Description of the task: In the answer, give the entries below exactly, from the first line through the line with "Instruction: Parse the", with every picture omitted.

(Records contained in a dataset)
Segment Open

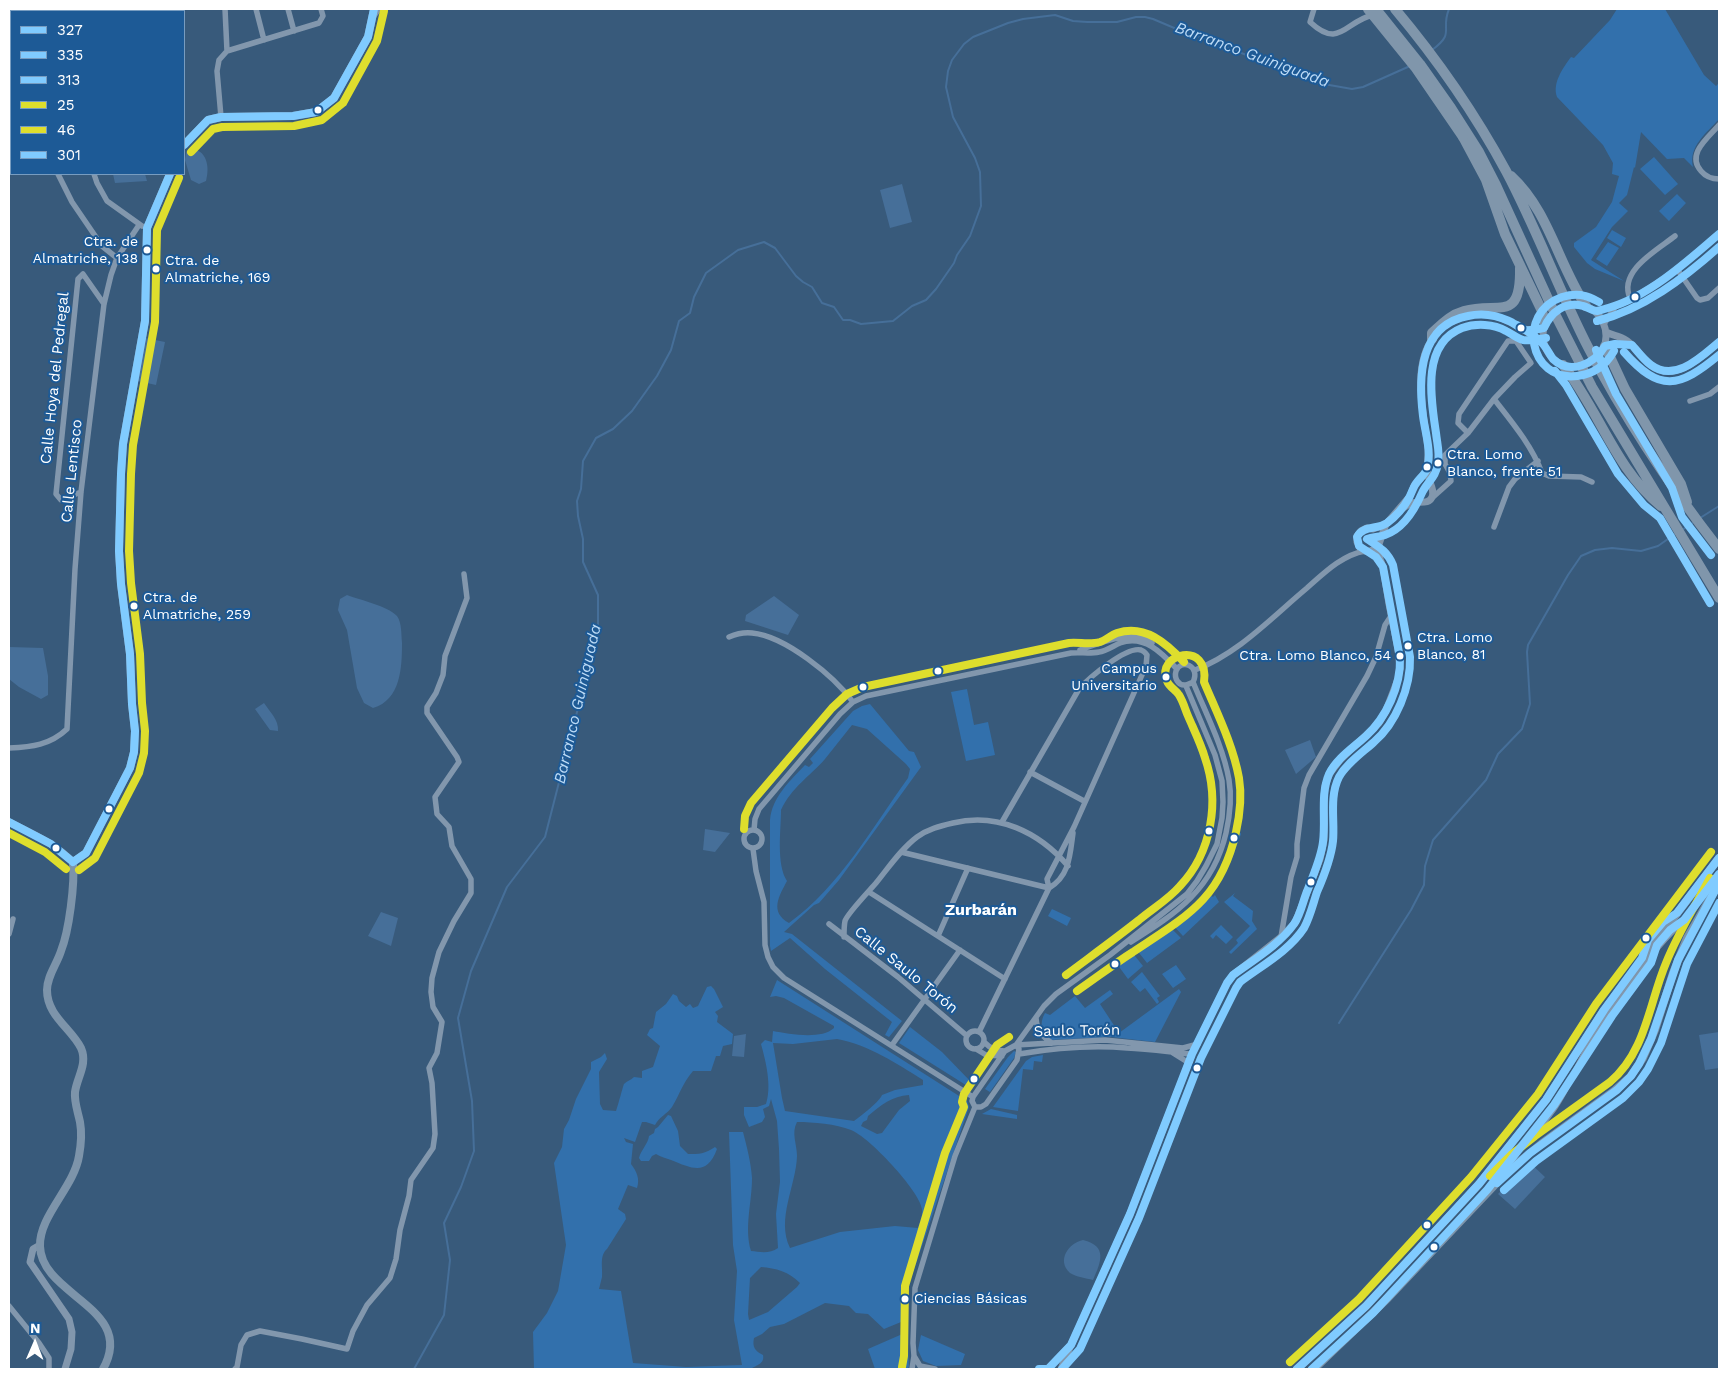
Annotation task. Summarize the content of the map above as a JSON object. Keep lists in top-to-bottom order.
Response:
{
  "streets": {
    "street": [
      "Calle Hoya del Pedregal",
      "Calle Lentisco",
      "Calle Saulo Torón",
      "Saulo Torón"
    ]
  },
  "crossings": [
    ["Calle Hoya del Pedregal", "Calle Lentisco"]
  ],
  "districts": ["Zurbarán"],
  "water": ["Barranco Guiniguada"],
  "places": [
    "Ctra. de Almatriche, 138",
    "Ctra. de Almatriche, 169",
    "Ctra. Lomo Blanco, frente 51",
    "Ctra. de Almatriche, 259",
    "Ctra. Lomo Blanco, 81",
    "Ctra. Lomo Blanco, 54",
    "Campus Universitario",
    "Ciencias Básicas"
  ],
  "lines": [
    "transit line 335",
    "transit line 46",
    "transit line 327",
    "transit line 313",
    "transit line 25",
    "transit line 301"
  ],
  "legend": [
    "327",
    "335",
    "313",
    "25",
    "46",
    "301"
  ],
  "north": "top"
}
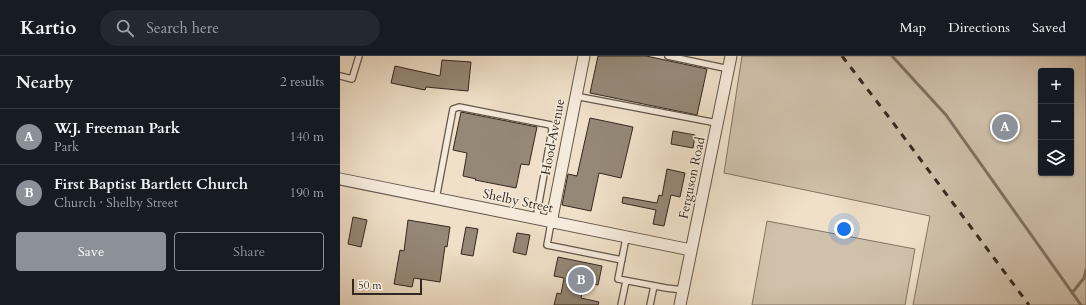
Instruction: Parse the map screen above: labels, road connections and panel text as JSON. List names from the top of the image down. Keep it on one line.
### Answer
{"streets":{"street":["Hood Avenue","Ferguson Road","Shelby Street"]},"crossings":[["Hood Avenue","Shelby Street"],["Ferguson Road","Shelby Street"]],"scale_bar":"50 m","page":{"header":"Kartio","search":"Search here","nav":["Map","Directions","Saved"],"heading":["Nearby","2 results"],"map_buttons":["+","−"],"list":[{"mark":"A","name":"W.J. Freeman Park","note":"Park","value":"140 m"},{"mark":"B","name":"First Baptist Bartlett Church","note":"Church · Shelby Street","value":"190 m"}],"pins":["A","B"],"buttons":["Save","Share"],"scale":"50 m"}}
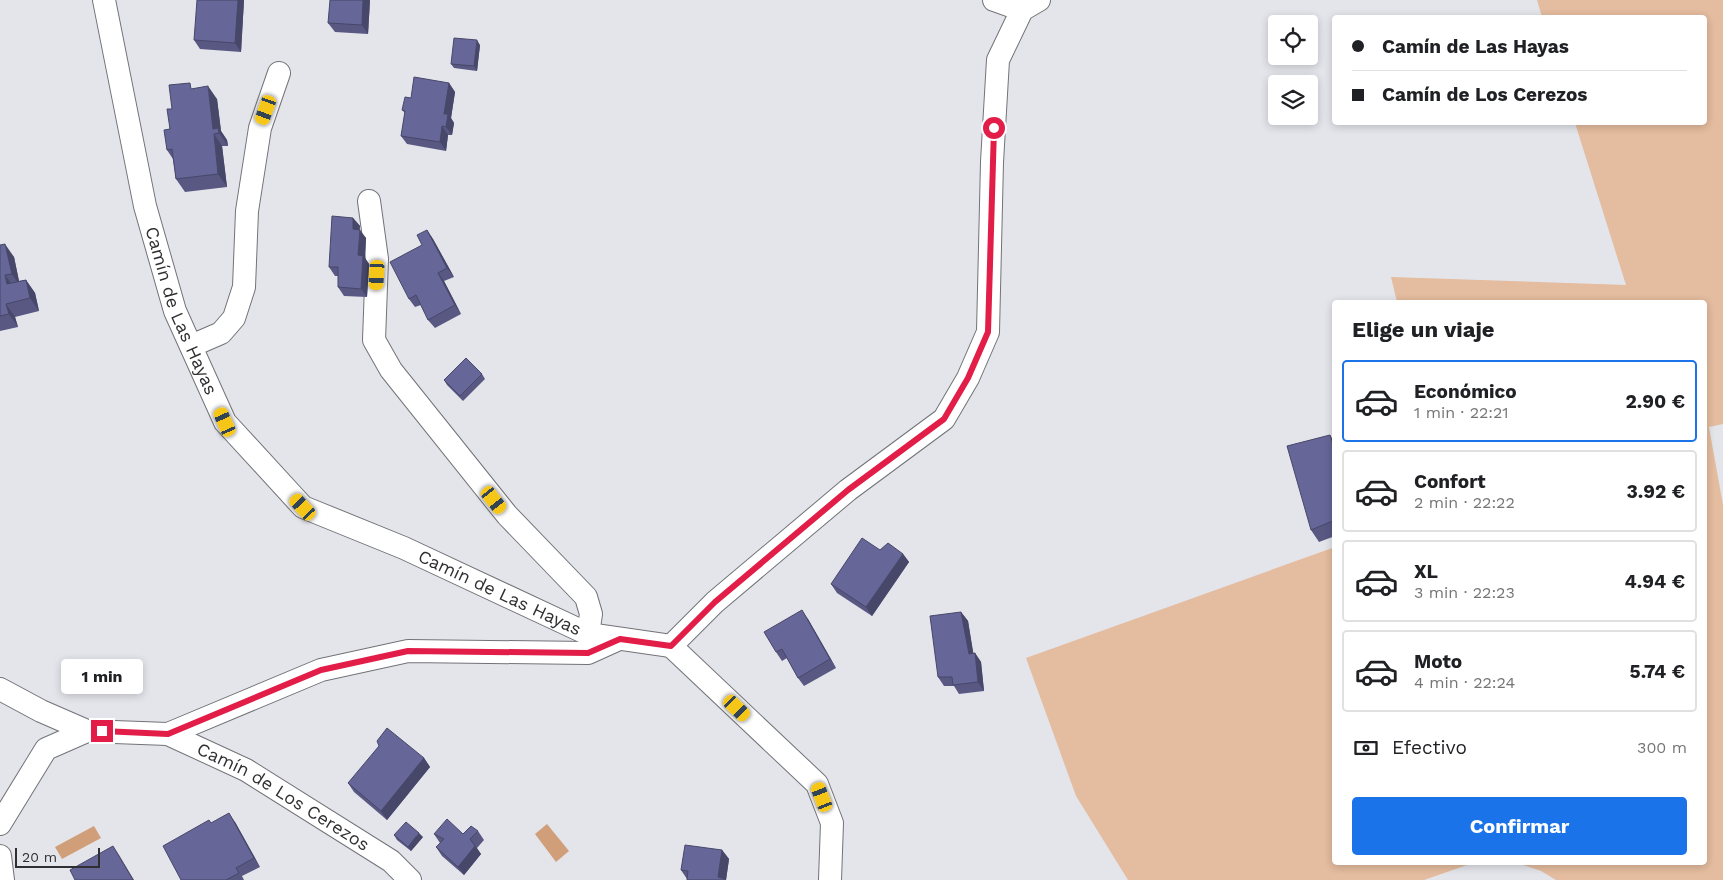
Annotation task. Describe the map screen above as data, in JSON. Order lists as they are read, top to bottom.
{
  "streets": {
    "street": ["Camín de Las Hayas", "Camín de Los Cerezos"]
  },
  "scale_bar": "20 m",
  "page": {
    "banner": ["Camín de Las Hayas", "Camín de Los Cerezos"],
    "heading": "Elige un viaje",
    "list": [
      {
        "name": "Económico",
        "note": "1 min · 22:21",
        "value": "2.90 €"
      },
      {
        "name": "Confort",
        "note": "2 min · 22:22",
        "value": "3.92 €"
      },
      {
        "name": "XL",
        "note": "3 min · 22:23",
        "value": "4.94 €"
      },
      {
        "name": "Moto",
        "note": "4 min · 22:24",
        "value": "5.74 €"
      }
    ],
    "bubble": "1 min",
    "pay": ["Efectivo", "300 m"],
    "buttons": "Confirmar",
    "scale": "20 m"
  }
}
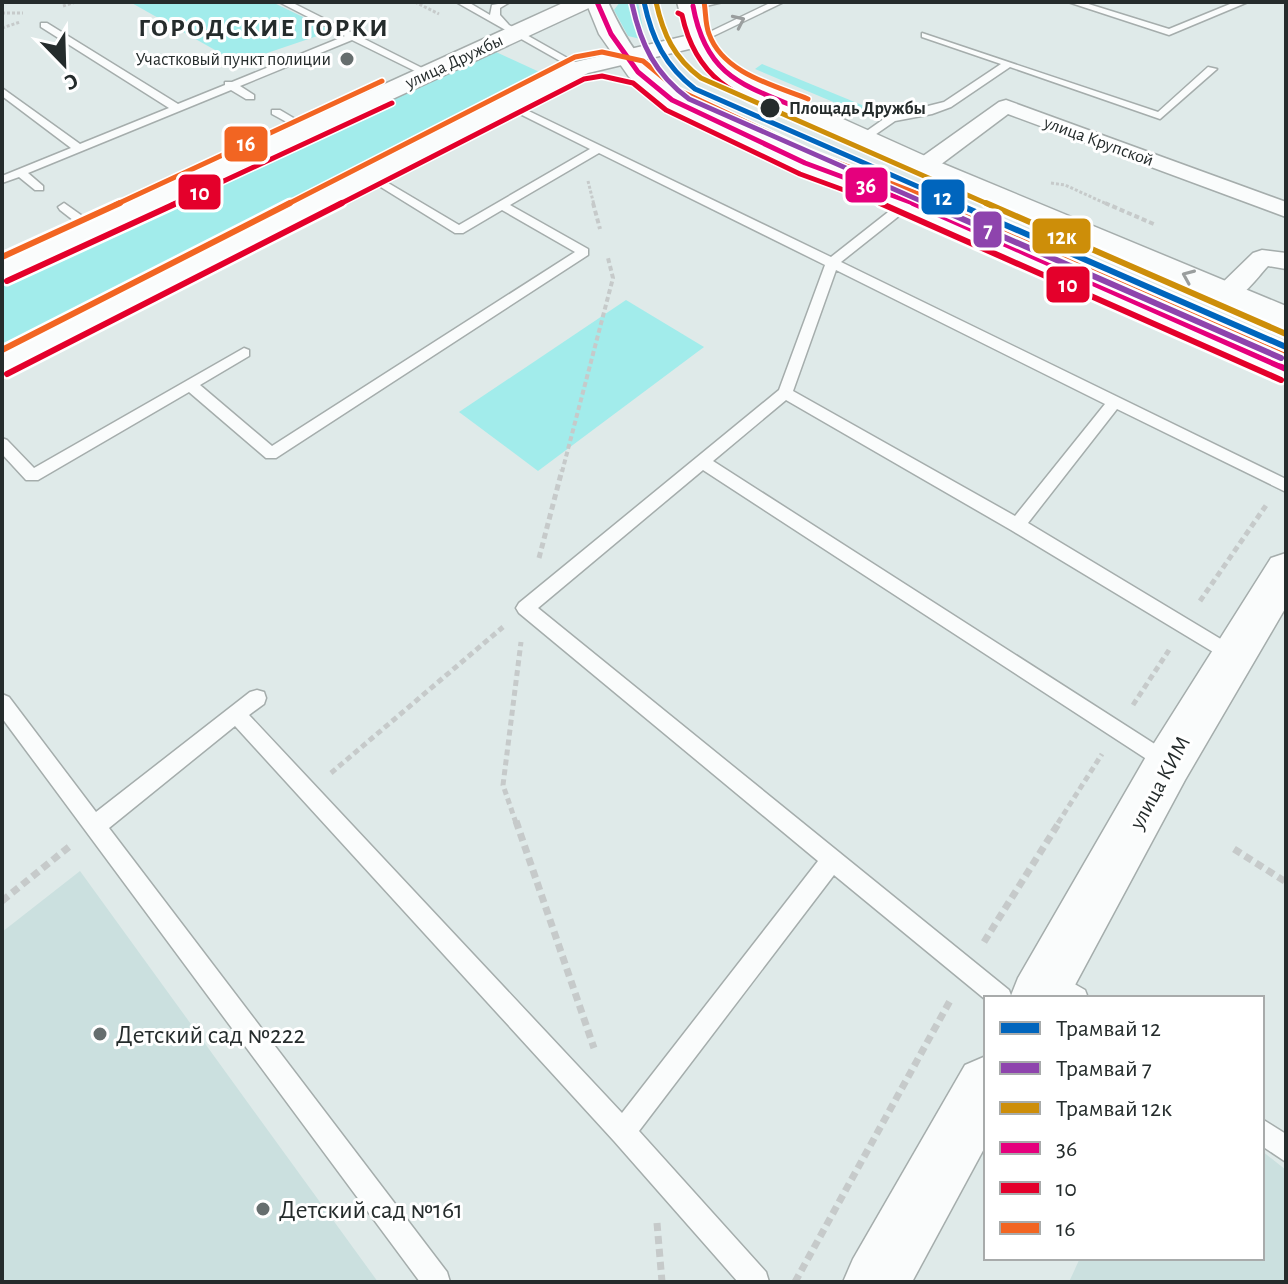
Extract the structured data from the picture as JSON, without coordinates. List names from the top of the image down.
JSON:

Segment Closed

The completed task:
Annotation task. Summarize the content of the map above as a JSON object. Keep lists in top-to-bottom order.
Response:
{
  "streets": {
    "street": [
      "Calle Hoya del Pedregal",
      "Calle Lentisco",
      "Calle Saulo Torón",
      "Saulo Torón"
    ]
  },
  "crossings": [
    ["Calle Hoya del Pedregal", "Calle Lentisco"]
  ],
  "districts": ["Zurbarán"],
  "water": ["Barranco Guiniguada"],
  "places": [
    "Ctra. de Almatriche, 138",
    "Ctra. de Almatriche, 169",
    "Ctra. Lomo Blanco, frente 51",
    "Ctra. de Almatriche, 259",
    "Ctra. Lomo Blanco, 81",
    "Ctra. Lomo Blanco, 54",
    "Campus Universitario",
    "Ciencias Básicas"
  ],
  "lines": [
    "transit line 335",
    "transit line 46",
    "transit line 327",
    "transit line 313",
    "transit line 25",
    "transit line 301"
  ],
  "legend": [
    "327",
    "335",
    "313",
    "25",
    "46",
    "301"
  ],
  "north": "top"
}
Instruction: Parse the map screen above: labels, road connections and panel text as JSON. List names from the top of the image down. Keep it on one line.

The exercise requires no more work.